Severe and extreme drought affects 80% of country: “looming water shortages” a certainty

With at least 80% of the country already classified as in a state of severe or extreme drought, water shortages during this summer are a certainty.

Papers today are suggesting inland communities of the Alentejo and northern Beira Interior, could run out of water by August, as dams are already well below capacity.

Secretary of state for the environment Carlos Martins has confirmed the government will be implementing “contingency measures” in a bid to avoid the “most serious consequences” of a country drying up in the heat of the summer.

“We need to adopt measures to contain consumption”, he said yesterday (Thursday) – suggesting these will include “rules” as well as awareness campaigns of the “very serious situation in which we are all living”.

Observador suggests the government is hoping that borough councils “reactivate” old boreholes to “reinforce or substitute” current sources of supply.

Martins has also appealed to councils to reduce the irrigation of green spaces.

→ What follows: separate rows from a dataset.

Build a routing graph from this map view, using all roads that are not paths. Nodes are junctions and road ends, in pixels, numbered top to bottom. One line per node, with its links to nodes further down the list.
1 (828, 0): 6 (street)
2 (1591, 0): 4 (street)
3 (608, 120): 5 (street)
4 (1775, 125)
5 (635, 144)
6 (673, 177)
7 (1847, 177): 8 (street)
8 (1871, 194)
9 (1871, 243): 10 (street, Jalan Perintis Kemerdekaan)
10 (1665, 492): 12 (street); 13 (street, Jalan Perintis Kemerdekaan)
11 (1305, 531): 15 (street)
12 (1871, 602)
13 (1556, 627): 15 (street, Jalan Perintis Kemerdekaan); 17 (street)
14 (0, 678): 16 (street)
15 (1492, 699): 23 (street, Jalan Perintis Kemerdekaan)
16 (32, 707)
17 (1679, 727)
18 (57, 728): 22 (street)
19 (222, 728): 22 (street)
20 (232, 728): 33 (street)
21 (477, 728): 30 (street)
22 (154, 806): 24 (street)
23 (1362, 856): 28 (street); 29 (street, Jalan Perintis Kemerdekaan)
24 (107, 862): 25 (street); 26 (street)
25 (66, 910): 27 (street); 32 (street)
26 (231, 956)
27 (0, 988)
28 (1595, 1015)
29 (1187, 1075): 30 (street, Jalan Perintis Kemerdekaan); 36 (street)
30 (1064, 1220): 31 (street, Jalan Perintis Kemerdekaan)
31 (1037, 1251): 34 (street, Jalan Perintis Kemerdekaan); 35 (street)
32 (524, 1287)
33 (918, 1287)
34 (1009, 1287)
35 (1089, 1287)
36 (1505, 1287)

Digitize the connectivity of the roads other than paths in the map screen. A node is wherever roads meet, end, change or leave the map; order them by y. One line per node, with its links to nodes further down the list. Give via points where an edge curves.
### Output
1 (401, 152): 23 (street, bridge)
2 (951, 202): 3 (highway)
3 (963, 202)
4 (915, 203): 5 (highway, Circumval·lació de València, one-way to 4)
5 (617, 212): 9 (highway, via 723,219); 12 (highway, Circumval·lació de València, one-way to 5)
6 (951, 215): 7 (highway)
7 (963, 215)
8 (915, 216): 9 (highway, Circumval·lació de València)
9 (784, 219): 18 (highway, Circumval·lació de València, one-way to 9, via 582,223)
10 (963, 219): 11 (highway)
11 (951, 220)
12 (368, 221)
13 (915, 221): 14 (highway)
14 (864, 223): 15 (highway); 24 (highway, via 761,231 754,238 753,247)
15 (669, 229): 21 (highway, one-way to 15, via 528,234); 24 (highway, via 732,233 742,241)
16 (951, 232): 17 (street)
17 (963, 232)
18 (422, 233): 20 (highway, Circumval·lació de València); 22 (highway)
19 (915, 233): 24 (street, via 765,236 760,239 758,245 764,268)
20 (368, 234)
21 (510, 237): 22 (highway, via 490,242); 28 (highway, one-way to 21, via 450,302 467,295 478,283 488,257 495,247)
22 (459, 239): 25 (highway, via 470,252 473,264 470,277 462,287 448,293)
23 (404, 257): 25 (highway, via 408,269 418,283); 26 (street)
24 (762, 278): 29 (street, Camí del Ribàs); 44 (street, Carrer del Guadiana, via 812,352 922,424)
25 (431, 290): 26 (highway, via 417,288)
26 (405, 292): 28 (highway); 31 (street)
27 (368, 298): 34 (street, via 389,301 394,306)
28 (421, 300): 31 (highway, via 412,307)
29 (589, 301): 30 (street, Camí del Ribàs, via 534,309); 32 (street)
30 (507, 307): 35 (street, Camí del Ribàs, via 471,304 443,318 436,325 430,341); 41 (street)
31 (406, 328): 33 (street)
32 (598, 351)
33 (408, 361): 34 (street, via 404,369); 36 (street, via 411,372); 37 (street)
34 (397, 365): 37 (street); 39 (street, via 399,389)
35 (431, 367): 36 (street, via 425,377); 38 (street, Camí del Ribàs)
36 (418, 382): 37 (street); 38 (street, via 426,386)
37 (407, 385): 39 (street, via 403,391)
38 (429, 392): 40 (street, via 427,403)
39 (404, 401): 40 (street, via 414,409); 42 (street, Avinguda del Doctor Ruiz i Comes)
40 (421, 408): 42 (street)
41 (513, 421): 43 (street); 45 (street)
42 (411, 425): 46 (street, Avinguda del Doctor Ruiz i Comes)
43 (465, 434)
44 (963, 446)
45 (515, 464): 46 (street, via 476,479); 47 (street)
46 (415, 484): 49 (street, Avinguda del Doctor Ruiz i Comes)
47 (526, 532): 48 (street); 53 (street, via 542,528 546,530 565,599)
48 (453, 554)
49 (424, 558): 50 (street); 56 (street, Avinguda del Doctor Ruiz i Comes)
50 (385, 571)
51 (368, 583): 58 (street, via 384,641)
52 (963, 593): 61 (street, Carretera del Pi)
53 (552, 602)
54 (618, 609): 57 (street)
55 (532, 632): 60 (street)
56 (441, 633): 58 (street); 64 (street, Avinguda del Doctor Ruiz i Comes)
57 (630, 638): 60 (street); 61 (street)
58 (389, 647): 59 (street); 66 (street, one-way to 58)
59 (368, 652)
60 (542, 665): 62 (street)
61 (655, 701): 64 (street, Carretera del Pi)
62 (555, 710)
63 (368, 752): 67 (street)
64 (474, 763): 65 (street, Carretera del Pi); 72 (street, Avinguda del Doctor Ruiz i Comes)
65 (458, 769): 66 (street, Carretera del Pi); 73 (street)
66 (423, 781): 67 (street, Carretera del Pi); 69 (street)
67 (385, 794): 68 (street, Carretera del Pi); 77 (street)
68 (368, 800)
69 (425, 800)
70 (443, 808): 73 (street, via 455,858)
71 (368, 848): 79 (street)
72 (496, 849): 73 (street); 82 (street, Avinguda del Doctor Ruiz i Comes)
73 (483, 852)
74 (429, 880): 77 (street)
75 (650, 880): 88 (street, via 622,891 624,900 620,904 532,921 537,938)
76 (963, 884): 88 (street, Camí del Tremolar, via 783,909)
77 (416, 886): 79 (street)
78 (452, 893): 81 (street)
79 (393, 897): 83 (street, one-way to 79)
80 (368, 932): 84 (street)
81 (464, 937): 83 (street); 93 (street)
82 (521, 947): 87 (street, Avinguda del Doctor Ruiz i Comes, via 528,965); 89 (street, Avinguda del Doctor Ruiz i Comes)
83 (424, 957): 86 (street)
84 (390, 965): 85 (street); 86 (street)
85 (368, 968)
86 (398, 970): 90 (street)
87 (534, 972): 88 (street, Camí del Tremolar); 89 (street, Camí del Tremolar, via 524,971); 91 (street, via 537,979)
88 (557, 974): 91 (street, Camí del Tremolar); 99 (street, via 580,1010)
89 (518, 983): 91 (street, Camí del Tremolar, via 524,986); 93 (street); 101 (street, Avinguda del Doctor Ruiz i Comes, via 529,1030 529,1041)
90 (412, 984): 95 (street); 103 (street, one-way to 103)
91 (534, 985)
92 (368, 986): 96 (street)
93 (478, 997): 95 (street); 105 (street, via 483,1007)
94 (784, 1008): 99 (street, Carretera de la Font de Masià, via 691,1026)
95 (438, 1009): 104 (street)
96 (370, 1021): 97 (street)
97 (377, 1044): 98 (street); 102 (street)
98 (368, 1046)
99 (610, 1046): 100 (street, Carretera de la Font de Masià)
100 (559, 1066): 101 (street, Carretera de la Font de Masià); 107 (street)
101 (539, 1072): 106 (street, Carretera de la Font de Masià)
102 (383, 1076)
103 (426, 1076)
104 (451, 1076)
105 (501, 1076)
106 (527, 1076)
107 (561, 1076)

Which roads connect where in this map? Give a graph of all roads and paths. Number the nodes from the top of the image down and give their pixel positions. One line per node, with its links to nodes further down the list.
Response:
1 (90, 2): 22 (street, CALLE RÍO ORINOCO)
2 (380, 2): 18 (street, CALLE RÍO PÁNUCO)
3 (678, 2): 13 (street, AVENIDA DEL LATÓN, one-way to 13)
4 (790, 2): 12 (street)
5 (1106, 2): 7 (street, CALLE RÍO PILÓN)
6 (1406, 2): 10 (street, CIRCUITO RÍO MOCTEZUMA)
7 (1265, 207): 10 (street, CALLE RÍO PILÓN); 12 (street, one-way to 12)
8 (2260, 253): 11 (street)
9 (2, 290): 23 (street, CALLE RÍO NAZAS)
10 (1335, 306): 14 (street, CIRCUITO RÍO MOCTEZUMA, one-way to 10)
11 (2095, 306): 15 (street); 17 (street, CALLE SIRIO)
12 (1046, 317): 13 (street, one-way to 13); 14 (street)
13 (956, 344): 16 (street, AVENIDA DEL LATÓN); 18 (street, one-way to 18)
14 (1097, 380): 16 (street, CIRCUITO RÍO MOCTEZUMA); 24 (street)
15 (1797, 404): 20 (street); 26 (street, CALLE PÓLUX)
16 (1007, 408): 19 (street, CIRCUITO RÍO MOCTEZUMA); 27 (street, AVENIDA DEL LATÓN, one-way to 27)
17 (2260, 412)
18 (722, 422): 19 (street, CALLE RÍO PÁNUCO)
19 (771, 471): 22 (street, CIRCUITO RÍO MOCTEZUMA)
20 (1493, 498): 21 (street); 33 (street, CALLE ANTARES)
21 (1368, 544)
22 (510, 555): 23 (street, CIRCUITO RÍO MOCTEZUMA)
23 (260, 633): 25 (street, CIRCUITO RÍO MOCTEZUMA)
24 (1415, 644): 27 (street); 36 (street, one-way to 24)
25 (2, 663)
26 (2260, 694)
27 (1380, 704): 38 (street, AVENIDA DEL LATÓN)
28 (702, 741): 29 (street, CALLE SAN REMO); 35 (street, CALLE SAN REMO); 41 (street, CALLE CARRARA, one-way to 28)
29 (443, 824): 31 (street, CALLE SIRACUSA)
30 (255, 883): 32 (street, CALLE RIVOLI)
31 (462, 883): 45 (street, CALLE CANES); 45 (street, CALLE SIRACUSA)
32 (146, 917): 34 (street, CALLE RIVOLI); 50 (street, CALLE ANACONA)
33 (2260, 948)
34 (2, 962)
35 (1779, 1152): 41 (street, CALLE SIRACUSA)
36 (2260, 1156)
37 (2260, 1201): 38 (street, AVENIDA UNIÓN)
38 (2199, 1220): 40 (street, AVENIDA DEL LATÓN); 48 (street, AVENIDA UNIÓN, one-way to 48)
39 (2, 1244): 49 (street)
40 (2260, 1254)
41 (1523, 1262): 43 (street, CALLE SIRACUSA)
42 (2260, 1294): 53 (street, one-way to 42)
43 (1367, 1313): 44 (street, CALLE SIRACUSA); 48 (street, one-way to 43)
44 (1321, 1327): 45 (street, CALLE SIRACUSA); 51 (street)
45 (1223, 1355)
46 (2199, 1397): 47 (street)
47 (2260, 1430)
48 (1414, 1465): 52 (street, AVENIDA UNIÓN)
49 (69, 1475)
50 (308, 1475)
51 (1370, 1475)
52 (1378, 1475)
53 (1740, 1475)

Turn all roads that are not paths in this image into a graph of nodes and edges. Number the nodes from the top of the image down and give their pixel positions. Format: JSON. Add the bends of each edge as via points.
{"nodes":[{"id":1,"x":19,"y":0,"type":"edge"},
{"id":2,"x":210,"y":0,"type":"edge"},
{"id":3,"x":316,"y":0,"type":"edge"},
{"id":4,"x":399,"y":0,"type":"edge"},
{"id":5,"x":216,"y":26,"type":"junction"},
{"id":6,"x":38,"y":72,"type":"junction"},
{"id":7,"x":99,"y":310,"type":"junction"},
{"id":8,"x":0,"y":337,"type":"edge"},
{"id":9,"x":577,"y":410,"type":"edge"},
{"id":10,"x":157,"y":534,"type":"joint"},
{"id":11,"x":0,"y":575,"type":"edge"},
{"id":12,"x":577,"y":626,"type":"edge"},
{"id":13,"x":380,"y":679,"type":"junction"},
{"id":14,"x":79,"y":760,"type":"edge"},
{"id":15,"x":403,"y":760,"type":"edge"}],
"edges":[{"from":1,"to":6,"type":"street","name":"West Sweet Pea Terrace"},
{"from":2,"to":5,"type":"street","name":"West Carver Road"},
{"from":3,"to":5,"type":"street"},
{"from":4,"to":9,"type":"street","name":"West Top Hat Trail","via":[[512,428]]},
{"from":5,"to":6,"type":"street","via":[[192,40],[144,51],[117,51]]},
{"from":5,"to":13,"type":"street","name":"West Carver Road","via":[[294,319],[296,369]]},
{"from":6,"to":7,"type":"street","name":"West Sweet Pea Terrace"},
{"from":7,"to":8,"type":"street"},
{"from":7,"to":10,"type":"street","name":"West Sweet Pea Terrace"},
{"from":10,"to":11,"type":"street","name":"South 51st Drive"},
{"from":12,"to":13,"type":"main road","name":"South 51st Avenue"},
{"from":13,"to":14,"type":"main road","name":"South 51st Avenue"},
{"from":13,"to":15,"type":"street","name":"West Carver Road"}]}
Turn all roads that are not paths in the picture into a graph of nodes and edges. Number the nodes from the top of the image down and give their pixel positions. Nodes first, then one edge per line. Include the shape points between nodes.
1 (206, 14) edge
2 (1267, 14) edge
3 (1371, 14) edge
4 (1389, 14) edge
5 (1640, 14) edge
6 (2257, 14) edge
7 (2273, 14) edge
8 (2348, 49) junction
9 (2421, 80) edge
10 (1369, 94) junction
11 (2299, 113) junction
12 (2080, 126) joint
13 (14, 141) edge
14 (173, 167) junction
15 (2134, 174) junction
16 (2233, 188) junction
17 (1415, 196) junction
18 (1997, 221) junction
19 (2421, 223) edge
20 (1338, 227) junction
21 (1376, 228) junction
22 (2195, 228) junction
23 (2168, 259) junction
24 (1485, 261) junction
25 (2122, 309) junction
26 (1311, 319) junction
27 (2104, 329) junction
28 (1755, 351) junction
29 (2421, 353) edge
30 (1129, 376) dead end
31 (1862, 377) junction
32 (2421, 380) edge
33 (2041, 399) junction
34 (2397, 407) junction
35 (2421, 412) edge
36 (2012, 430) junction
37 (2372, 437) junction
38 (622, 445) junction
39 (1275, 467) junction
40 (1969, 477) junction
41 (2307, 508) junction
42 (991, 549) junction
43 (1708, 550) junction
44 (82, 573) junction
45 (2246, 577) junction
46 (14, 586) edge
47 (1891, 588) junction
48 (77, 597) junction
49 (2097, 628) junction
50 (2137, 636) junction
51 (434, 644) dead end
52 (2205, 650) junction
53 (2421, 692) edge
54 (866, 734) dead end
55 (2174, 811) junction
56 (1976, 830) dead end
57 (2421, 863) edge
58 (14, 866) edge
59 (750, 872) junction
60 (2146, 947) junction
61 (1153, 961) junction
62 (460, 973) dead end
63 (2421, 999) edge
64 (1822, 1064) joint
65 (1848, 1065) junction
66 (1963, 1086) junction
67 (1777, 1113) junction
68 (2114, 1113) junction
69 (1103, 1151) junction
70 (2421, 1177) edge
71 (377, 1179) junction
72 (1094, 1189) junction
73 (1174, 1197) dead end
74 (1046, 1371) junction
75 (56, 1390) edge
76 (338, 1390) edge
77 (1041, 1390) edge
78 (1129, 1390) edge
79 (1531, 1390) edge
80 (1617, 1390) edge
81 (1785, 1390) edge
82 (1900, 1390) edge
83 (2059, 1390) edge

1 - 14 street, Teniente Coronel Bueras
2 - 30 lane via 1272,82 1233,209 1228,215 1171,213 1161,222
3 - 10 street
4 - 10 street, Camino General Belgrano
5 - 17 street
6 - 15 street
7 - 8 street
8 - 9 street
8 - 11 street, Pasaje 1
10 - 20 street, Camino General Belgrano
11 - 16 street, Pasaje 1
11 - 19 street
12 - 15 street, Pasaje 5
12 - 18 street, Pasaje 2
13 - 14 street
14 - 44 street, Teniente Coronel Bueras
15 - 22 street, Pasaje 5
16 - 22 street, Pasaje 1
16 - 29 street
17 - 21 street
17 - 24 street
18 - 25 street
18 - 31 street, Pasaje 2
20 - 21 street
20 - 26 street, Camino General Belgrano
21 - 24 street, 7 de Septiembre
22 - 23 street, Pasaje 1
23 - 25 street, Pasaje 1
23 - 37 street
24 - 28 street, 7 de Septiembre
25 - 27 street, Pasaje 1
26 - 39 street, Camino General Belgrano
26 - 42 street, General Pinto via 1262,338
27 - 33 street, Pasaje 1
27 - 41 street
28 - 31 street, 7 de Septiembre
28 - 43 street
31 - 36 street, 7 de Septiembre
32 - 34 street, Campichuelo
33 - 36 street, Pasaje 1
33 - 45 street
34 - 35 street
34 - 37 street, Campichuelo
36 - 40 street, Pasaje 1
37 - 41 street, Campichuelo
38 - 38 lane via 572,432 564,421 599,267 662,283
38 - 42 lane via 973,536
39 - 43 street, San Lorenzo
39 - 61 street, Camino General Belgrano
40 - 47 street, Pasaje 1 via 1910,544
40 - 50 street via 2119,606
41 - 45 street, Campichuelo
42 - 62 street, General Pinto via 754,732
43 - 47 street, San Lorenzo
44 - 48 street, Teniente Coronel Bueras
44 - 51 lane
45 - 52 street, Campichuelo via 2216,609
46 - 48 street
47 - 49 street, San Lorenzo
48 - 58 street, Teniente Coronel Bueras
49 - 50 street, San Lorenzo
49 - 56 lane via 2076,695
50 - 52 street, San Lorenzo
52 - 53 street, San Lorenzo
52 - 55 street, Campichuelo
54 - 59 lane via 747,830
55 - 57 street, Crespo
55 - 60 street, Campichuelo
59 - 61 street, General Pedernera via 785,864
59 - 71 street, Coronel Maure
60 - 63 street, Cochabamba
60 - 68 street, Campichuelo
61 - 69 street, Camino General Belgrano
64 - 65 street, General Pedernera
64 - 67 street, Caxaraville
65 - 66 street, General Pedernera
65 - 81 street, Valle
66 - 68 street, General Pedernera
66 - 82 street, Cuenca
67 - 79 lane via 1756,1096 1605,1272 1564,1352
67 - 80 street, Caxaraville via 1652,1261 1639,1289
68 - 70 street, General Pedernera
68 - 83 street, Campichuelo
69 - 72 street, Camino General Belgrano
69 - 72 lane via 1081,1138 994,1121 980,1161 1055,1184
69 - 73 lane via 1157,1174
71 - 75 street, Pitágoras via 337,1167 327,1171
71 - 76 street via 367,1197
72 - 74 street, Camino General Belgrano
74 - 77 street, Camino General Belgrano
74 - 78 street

“No one will understand if we continue watering roundabouts at a time when populations and cattle face restrictions”, he explained – adding that “roundabouts will become less beautiful, but they are not a priority”.

As Observador reports, the “scenario is not optimistic”.

“Of the country’s 60 mainland dams, 18 are already well below the halfway mark” at a moment when the country is only just beginning to fill up for the height of touristic popularity.

“On a general level there is no cause for concern”, says Martins – but pockets of the country are in a parlous state – the Sado river basin being one of the most worst affected.

Público reveals that the 10 dams in the Sado basin are already down to below 40% capacity – with some down to as little as 20%.

Next week, meetings will be going ahead with farmers and livestock breeders in the boroughs most affected to discuss contingency plans.

Data from the meteorological institute IPMA shows that Spring this year was one of the three hottest since 1931 (the other two being the springs of 1977 and 2011).

Bizarrely however, the week has seen heavy downpours of rain with hailstones the size of cherries in the north and centre of the country – inundating areas that only three weeks ago were being ravaged by wildfires, and destroying up to 90% of crops.

In the Douro region wine and olive producer Ilda Oliveira has told Diário de Notícias that she has “lost everything”.

The vines and olive groves were devastated by a similar ‘freak summer storm’ two years ago, and still haven’t fully recovered from the effects of that.

“A phenomenon like this is frightening”, she told the paper. “We still don’t know how we are going to move forwards, how we are going to live. It is very difficult”.

Elsewhere eight districts remain under yellow alert over the storms, with agriculture and fisheries department personnel “on the ground” assessing damages likely to exceed €15 million and concentrated in the Douro orchards.